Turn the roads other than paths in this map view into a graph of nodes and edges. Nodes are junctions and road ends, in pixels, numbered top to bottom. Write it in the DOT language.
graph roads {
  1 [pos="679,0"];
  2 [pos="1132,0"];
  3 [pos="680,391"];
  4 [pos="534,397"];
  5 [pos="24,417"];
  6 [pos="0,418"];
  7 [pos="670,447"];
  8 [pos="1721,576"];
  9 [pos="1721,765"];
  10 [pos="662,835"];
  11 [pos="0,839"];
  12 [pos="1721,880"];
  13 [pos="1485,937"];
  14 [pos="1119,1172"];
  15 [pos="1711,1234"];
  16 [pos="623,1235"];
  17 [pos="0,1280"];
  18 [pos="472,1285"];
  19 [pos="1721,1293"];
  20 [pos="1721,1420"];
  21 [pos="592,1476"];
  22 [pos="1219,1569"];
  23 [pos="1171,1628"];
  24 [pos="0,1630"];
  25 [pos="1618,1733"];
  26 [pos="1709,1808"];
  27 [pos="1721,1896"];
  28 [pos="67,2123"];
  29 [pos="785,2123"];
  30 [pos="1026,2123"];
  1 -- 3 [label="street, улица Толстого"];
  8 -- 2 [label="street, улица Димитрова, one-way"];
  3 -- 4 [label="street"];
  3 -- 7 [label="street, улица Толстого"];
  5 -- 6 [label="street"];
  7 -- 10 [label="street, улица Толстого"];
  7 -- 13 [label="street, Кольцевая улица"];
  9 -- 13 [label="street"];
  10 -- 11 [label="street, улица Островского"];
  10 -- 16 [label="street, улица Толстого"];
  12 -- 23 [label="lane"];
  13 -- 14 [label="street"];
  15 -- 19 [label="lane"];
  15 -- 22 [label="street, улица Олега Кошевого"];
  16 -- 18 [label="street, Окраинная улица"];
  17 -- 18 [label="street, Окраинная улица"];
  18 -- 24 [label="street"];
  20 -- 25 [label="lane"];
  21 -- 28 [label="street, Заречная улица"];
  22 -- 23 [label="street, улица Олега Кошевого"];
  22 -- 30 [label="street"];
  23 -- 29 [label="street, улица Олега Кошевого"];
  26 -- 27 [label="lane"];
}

■ Exercise:
Search the data above for the string "lane" and copy each line that has it.

■ Task solution:
  12 -- 23 [label="lane"];
  15 -- 19 [label="lane"];
  20 -- 25 [label="lane"];
  26 -- 27 [label="lane"];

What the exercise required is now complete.